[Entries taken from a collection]
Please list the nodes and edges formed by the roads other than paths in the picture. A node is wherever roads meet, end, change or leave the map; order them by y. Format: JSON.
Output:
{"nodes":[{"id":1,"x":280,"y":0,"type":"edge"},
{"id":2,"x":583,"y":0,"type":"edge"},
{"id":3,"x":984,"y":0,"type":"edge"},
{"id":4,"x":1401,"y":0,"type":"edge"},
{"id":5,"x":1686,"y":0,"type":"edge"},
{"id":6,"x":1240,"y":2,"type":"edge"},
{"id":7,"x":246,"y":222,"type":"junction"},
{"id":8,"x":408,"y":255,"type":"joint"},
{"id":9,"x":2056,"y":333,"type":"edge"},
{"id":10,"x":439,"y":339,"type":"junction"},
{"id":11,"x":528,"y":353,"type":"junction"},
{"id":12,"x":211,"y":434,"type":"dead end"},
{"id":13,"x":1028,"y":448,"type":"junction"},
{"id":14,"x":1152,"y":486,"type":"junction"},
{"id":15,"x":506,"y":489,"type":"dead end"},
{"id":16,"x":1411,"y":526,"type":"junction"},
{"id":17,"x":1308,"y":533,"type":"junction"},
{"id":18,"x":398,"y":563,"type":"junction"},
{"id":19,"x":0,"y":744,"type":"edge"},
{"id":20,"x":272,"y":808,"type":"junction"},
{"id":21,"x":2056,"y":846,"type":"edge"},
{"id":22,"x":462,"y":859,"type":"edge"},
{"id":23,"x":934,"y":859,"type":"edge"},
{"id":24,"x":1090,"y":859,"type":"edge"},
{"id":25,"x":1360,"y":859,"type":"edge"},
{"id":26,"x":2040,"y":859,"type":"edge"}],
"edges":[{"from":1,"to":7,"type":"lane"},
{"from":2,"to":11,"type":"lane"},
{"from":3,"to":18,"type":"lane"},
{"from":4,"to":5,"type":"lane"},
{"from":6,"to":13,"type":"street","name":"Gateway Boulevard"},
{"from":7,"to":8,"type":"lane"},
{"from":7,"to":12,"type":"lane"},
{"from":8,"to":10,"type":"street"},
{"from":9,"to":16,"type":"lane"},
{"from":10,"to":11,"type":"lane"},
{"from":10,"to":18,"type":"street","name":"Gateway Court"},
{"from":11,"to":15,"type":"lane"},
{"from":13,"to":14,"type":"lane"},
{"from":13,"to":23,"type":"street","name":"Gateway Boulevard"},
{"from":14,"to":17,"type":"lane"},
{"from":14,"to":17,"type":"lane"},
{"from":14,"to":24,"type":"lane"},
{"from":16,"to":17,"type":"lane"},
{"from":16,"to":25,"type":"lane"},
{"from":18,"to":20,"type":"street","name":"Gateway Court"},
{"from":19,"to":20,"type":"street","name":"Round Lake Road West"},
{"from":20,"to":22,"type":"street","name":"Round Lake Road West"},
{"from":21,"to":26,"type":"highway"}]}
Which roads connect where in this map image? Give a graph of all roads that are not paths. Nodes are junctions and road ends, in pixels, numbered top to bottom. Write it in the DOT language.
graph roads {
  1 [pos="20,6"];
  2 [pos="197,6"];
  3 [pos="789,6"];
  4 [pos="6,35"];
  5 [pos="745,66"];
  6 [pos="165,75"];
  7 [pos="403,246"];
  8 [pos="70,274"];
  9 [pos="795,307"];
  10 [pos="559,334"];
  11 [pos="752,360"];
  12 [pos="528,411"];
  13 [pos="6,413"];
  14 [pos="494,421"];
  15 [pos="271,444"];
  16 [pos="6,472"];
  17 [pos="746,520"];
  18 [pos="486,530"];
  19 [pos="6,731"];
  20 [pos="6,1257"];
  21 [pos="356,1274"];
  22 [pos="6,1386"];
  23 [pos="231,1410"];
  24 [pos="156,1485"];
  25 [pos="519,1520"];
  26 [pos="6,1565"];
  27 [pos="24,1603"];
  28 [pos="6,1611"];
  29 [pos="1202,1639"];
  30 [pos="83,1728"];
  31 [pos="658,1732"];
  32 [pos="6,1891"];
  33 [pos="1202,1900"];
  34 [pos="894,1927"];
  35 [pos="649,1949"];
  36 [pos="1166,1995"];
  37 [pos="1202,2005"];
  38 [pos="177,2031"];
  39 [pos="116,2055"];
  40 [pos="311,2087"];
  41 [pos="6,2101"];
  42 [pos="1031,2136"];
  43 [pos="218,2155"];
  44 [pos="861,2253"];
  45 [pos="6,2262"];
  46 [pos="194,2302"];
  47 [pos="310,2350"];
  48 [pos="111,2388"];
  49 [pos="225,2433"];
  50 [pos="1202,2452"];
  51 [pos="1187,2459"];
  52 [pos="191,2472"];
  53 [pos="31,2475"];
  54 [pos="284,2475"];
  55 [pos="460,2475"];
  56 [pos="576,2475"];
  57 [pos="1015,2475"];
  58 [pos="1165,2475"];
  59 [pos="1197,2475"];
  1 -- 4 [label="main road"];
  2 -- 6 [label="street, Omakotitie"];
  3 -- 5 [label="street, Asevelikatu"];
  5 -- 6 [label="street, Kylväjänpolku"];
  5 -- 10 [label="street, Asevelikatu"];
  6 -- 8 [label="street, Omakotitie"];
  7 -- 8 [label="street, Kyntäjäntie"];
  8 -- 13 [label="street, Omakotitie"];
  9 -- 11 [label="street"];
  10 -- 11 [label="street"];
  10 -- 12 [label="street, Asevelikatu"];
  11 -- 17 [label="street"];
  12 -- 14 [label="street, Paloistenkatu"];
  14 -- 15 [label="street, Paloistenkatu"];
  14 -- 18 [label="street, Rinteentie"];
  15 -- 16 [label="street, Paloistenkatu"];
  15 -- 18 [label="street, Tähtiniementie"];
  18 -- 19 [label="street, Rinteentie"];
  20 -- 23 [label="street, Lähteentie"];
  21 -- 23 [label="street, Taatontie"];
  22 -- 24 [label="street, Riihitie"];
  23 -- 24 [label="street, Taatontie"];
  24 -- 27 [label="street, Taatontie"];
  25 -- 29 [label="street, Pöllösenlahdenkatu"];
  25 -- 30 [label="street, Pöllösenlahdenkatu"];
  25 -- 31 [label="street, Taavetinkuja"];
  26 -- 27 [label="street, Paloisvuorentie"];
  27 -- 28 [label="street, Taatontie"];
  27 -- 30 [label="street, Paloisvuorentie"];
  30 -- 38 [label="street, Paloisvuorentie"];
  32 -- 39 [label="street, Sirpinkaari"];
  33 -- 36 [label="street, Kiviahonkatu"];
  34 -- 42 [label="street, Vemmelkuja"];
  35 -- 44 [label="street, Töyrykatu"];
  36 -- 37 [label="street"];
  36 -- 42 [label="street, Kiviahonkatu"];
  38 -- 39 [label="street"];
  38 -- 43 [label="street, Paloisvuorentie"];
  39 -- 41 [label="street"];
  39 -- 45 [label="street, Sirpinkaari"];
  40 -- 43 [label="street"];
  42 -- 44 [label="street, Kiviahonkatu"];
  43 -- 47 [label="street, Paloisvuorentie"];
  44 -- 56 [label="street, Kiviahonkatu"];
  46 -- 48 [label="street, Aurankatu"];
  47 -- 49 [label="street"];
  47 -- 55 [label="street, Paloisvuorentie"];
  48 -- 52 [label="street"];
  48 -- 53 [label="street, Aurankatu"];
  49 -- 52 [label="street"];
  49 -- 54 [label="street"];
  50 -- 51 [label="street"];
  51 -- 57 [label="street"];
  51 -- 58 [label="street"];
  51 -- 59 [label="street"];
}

EXERCISE PROMPT - Whatever appears in the data above must be copied word for word.

RESPONSE TO THE TASK -
Please list the nodes and edges formed by the roads other than paths in the picture. A node is wherever roads meet, end, change or leave the map; order them by y. Format: JSON.
Output:
{"nodes":[{"id":1,"x":280,"y":0,"type":"edge"},
{"id":2,"x":583,"y":0,"type":"edge"},
{"id":3,"x":984,"y":0,"type":"edge"},
{"id":4,"x":1401,"y":0,"type":"edge"},
{"id":5,"x":1686,"y":0,"type":"edge"},
{"id":6,"x":1240,"y":2,"type":"edge"},
{"id":7,"x":246,"y":222,"type":"junction"},
{"id":8,"x":408,"y":255,"type":"joint"},
{"id":9,"x":2056,"y":333,"type":"edge"},
{"id":10,"x":439,"y":339,"type":"junction"},
{"id":11,"x":528,"y":353,"type":"junction"},
{"id":12,"x":211,"y":434,"type":"dead end"},
{"id":13,"x":1028,"y":448,"type":"junction"},
{"id":14,"x":1152,"y":486,"type":"junction"},
{"id":15,"x":506,"y":489,"type":"dead end"},
{"id":16,"x":1411,"y":526,"type":"junction"},
{"id":17,"x":1308,"y":533,"type":"junction"},
{"id":18,"x":398,"y":563,"type":"junction"},
{"id":19,"x":0,"y":744,"type":"edge"},
{"id":20,"x":272,"y":808,"type":"junction"},
{"id":21,"x":2056,"y":846,"type":"edge"},
{"id":22,"x":462,"y":859,"type":"edge"},
{"id":23,"x":934,"y":859,"type":"edge"},
{"id":24,"x":1090,"y":859,"type":"edge"},
{"id":25,"x":1360,"y":859,"type":"edge"},
{"id":26,"x":2040,"y":859,"type":"edge"}],
"edges":[{"from":1,"to":7,"type":"lane"},
{"from":2,"to":11,"type":"lane"},
{"from":3,"to":18,"type":"lane"},
{"from":4,"to":5,"type":"lane"},
{"from":6,"to":13,"type":"street","name":"Gateway Boulevard"},
{"from":7,"to":8,"type":"lane"},
{"from":7,"to":12,"type":"lane"},
{"from":8,"to":10,"type":"street"},
{"from":9,"to":16,"type":"lane"},
{"from":10,"to":11,"type":"lane"},
{"from":10,"to":18,"type":"street","name":"Gateway Court"},
{"from":11,"to":15,"type":"lane"},
{"from":13,"to":14,"type":"lane"},
{"from":13,"to":23,"type":"street","name":"Gateway Boulevard"},
{"from":14,"to":17,"type":"lane"},
{"from":14,"to":17,"type":"lane"},
{"from":14,"to":24,"type":"lane"},
{"from":16,"to":17,"type":"lane"},
{"from":16,"to":25,"type":"lane"},
{"from":18,"to":20,"type":"street","name":"Gateway Court"},
{"from":19,"to":20,"type":"street","name":"Round Lake Road West"},
{"from":20,"to":22,"type":"street","name":"Round Lake Road West"},
{"from":21,"to":26,"type":"highway"}]}
Which roads connect where in this map image? Give a graph of all roads that are not paths. Nodes are junctions and road ends, in pixels, numbered top to bottom. Write it in the DOT language.
graph roads {
  1 [pos="20,6"];
  2 [pos="197,6"];
  3 [pos="789,6"];
  4 [pos="6,35"];
  5 [pos="745,66"];
  6 [pos="165,75"];
  7 [pos="403,246"];
  8 [pos="70,274"];
  9 [pos="795,307"];
  10 [pos="559,334"];
  11 [pos="752,360"];
  12 [pos="528,411"];
  13 [pos="6,413"];
  14 [pos="494,421"];
  15 [pos="271,444"];
  16 [pos="6,472"];
  17 [pos="746,520"];
  18 [pos="486,530"];
  19 [pos="6,731"];
  20 [pos="6,1257"];
  21 [pos="356,1274"];
  22 [pos="6,1386"];
  23 [pos="231,1410"];
  24 [pos="156,1485"];
  25 [pos="519,1520"];
  26 [pos="6,1565"];
  27 [pos="24,1603"];
  28 [pos="6,1611"];
  29 [pos="1202,1639"];
  30 [pos="83,1728"];
  31 [pos="658,1732"];
  32 [pos="6,1891"];
  33 [pos="1202,1900"];
  34 [pos="894,1927"];
  35 [pos="649,1949"];
  36 [pos="1166,1995"];
  37 [pos="1202,2005"];
  38 [pos="177,2031"];
  39 [pos="116,2055"];
  40 [pos="311,2087"];
  41 [pos="6,2101"];
  42 [pos="1031,2136"];
  43 [pos="218,2155"];
  44 [pos="861,2253"];
  45 [pos="6,2262"];
  46 [pos="194,2302"];
  47 [pos="310,2350"];
  48 [pos="111,2388"];
  49 [pos="225,2433"];
  50 [pos="1202,2452"];
  51 [pos="1187,2459"];
  52 [pos="191,2472"];
  53 [pos="31,2475"];
  54 [pos="284,2475"];
  55 [pos="460,2475"];
  56 [pos="576,2475"];
  57 [pos="1015,2475"];
  58 [pos="1165,2475"];
  59 [pos="1197,2475"];
  1 -- 4 [label="main road"];
  2 -- 6 [label="street, Omakotitie"];
  3 -- 5 [label="street, Asevelikatu"];
  5 -- 6 [label="street, Kylväjänpolku"];
  5 -- 10 [label="street, Asevelikatu"];
  6 -- 8 [label="street, Omakotitie"];
  7 -- 8 [label="street, Kyntäjäntie"];
  8 -- 13 [label="street, Omakotitie"];
  9 -- 11 [label="street"];
  10 -- 11 [label="street"];
  10 -- 12 [label="street, Asevelikatu"];
  11 -- 17 [label="street"];
  12 -- 14 [label="street, Paloistenkatu"];
  14 -- 15 [label="street, Paloistenkatu"];
  14 -- 18 [label="street, Rinteentie"];
  15 -- 16 [label="street, Paloistenkatu"];
  15 -- 18 [label="street, Tähtiniementie"];
  18 -- 19 [label="street, Rinteentie"];
  20 -- 23 [label="street, Lähteentie"];
  21 -- 23 [label="street, Taatontie"];
  22 -- 24 [label="street, Riihitie"];
  23 -- 24 [label="street, Taatontie"];
  24 -- 27 [label="street, Taatontie"];
  25 -- 29 [label="street, Pöllösenlahdenkatu"];
  25 -- 30 [label="street, Pöllösenlahdenkatu"];
  25 -- 31 [label="street, Taavetinkuja"];
  26 -- 27 [label="street, Paloisvuorentie"];
  27 -- 28 [label="street, Taatontie"];
  27 -- 30 [label="street, Paloisvuorentie"];
  30 -- 38 [label="street, Paloisvuorentie"];
  32 -- 39 [label="street, Sirpinkaari"];
  33 -- 36 [label="street, Kiviahonkatu"];
  34 -- 42 [label="street, Vemmelkuja"];
  35 -- 44 [label="street, Töyrykatu"];
  36 -- 37 [label="street"];
  36 -- 42 [label="street, Kiviahonkatu"];
  38 -- 39 [label="street"];
  38 -- 43 [label="street, Paloisvuorentie"];
  39 -- 41 [label="street"];
  39 -- 45 [label="street, Sirpinkaari"];
  40 -- 43 [label="street"];
  42 -- 44 [label="street, Kiviahonkatu"];
  43 -- 47 [label="street, Paloisvuorentie"];
  44 -- 56 [label="street, Kiviahonkatu"];
  46 -- 48 [label="street, Aurankatu"];
  47 -- 49 [label="street"];
  47 -- 55 [label="street, Paloisvuorentie"];
  48 -- 52 [label="street"];
  48 -- 53 [label="street, Aurankatu"];
  49 -- 52 [label="street"];
  49 -- 54 [label="street"];
  50 -- 51 [label="street"];
  51 -- 57 [label="street"];
  51 -- 58 [label="street"];
  51 -- 59 [label="street"];
}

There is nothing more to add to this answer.